Only two outcomes showed notably greater improvements with vaginal oestrogen than with hyaluronic acid, and these were the FSFI lubrication subscore (mean difference, –1.2; p=0.02) and the Vaginal Maturation Index (mean difference, 33.9; p<0.01).

Finally, the vast majority of participants in both treatment arms reported improved GSM symptoms based on the Patient Global Impression of Improvement (PGI-I; 96 percent in the oestrogen group vs 91 percent in the hyaluronic acid group; p=0.61).

In terms of safety, “both vaginal therapies were well tolerated by participants, with high medication compliance rates and no serious treatment-related adverse events in either arm,” the investigators said.

Adverse events reported in the two treatment arms were often mild vaginal symptoms that occurred at the onset of therapy and then self-resolved with continued use. One case of urinary tract infection in the vaginal oestrogen arm and one case of vulvovaginal candidiasis in the vaginal hyaluronic acid arm were deemed unlikely related to treatment and were both adequately treated with antimicrobial therapy.

“Our pilot study indicates that treatment with vaginal hyaluronic acid can not only improve subjective measures related to GSM, but also objective measures, like vaginal pH,” the investigators noted.

The finding that vaginal oestrogen demonstrated a superior effect on VMI compared with vaginal hyaluronic acid is worth noting, they added. While this aligns with previous research, it also underscores the challenge of relying solely on objective measures to assess GSM treatment efficacy, with an earlier study suggesting that VMI may not accurately reflect symptom severity. [Am J Obstet Gynecol 2003;188:382-388]

“Based on our own clinical experience with GSM and what we have learned from the pelvic organ prolapse literature, there is a shift toward patient-reported outcomes now because they correlate more with patient satisfaction, treatment adherence, and overall, patient-centred care,” the investigators said. [Int Urogynecol J 2022;33:2603-2631]

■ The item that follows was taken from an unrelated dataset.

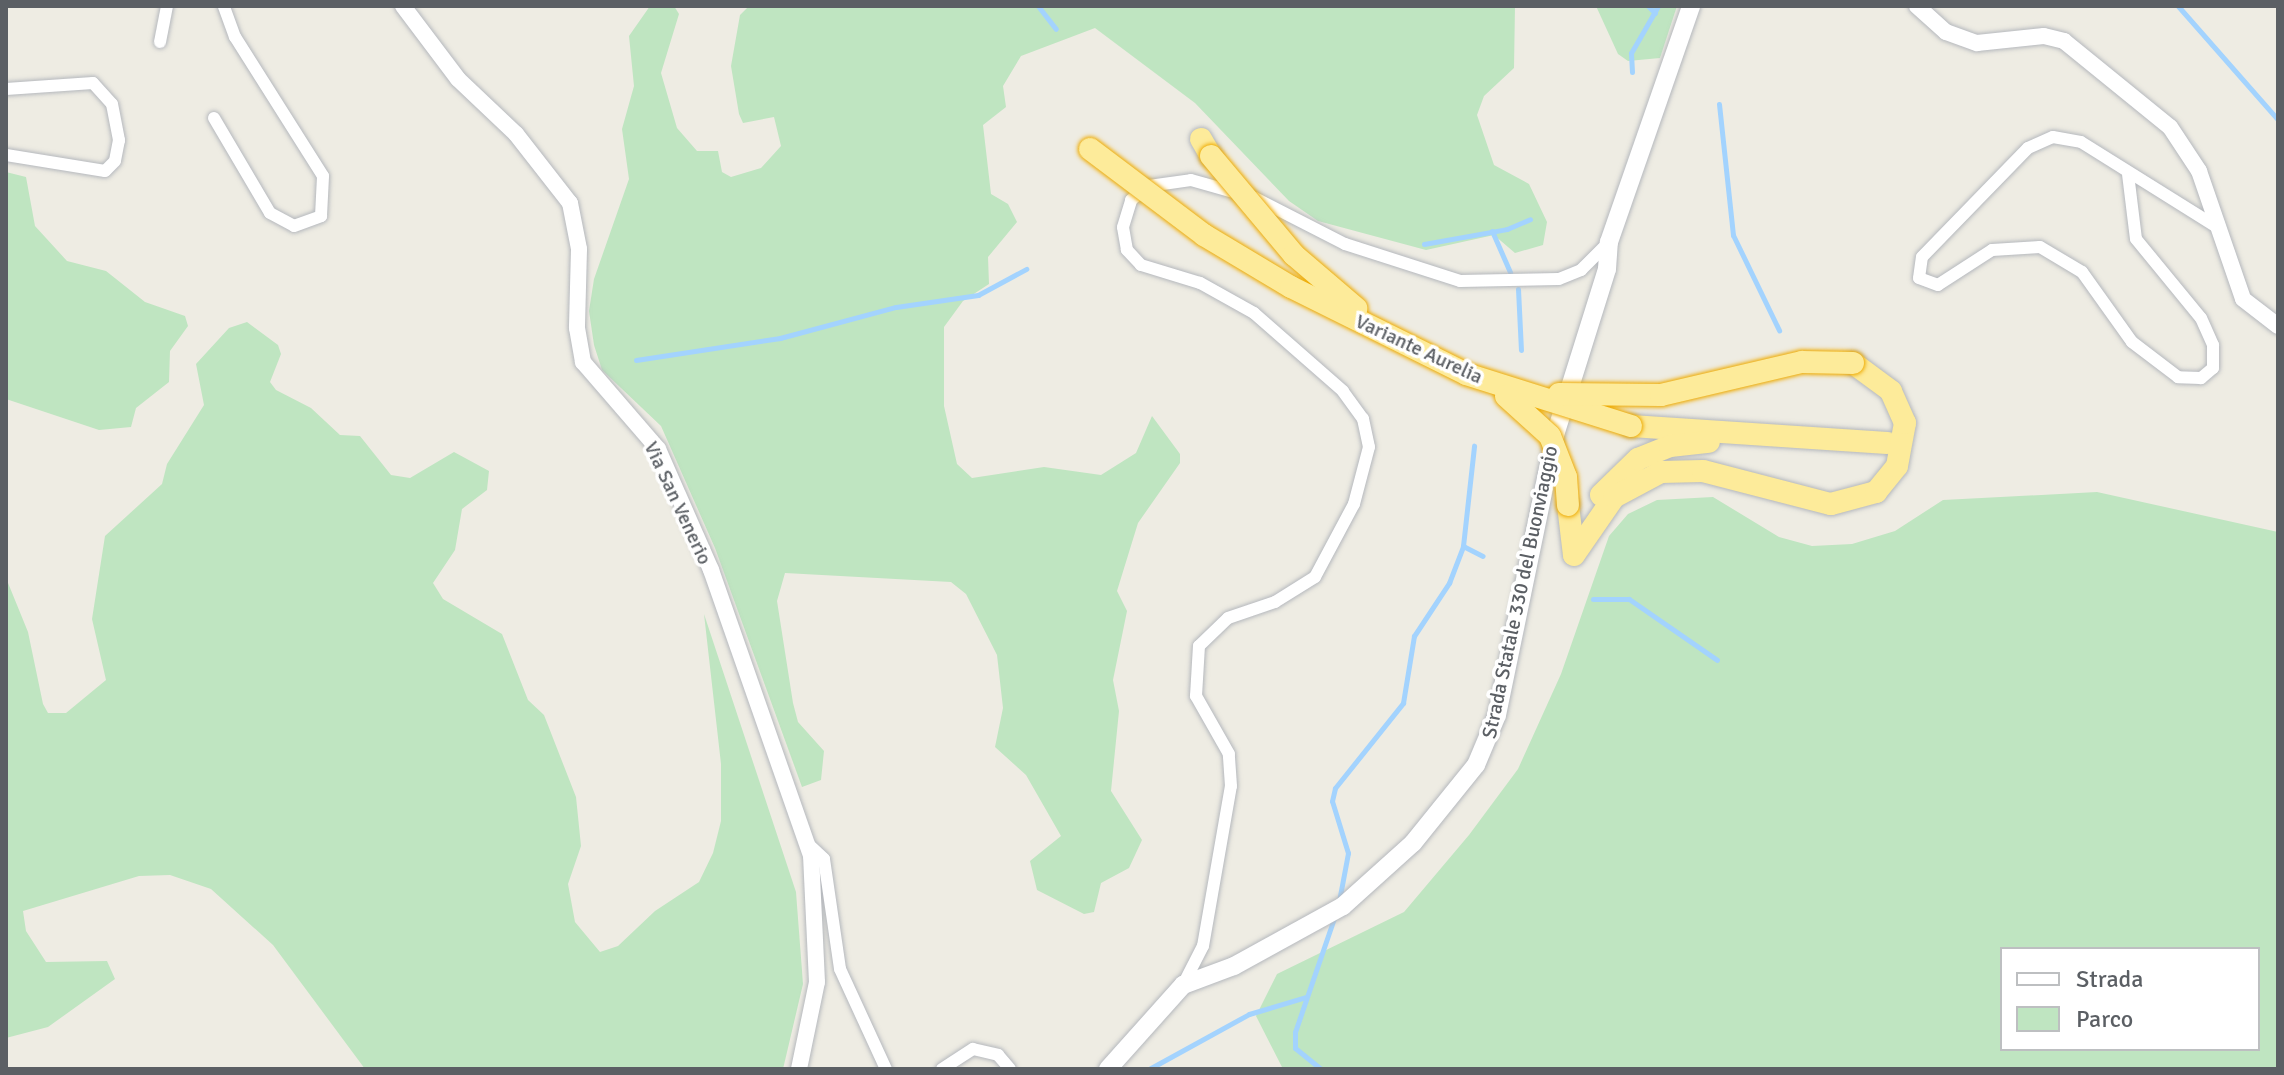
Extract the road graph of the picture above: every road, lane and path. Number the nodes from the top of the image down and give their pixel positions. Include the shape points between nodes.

“Therefore, we chose a quality-of-life questionnaire, the VSQ, as the primary outcome for this study, because we thought that the change in their quality of life would be more meaningful and impactful to women in their decision-making about GSM treatment,” they added.

In the study, 49 postmenopausal women (average age 60 years) with symptoms consistent with a diagnosis of GSM were randomly assigned to receive treatment with vaginal suppositories that contained hyaluronic acid (n=23) or with vaginal oestrogen cream (n=26) for 12 weeks. Vaginal dryness was the predominant GSM symptom in both treatment arms, followed by dyspareunia.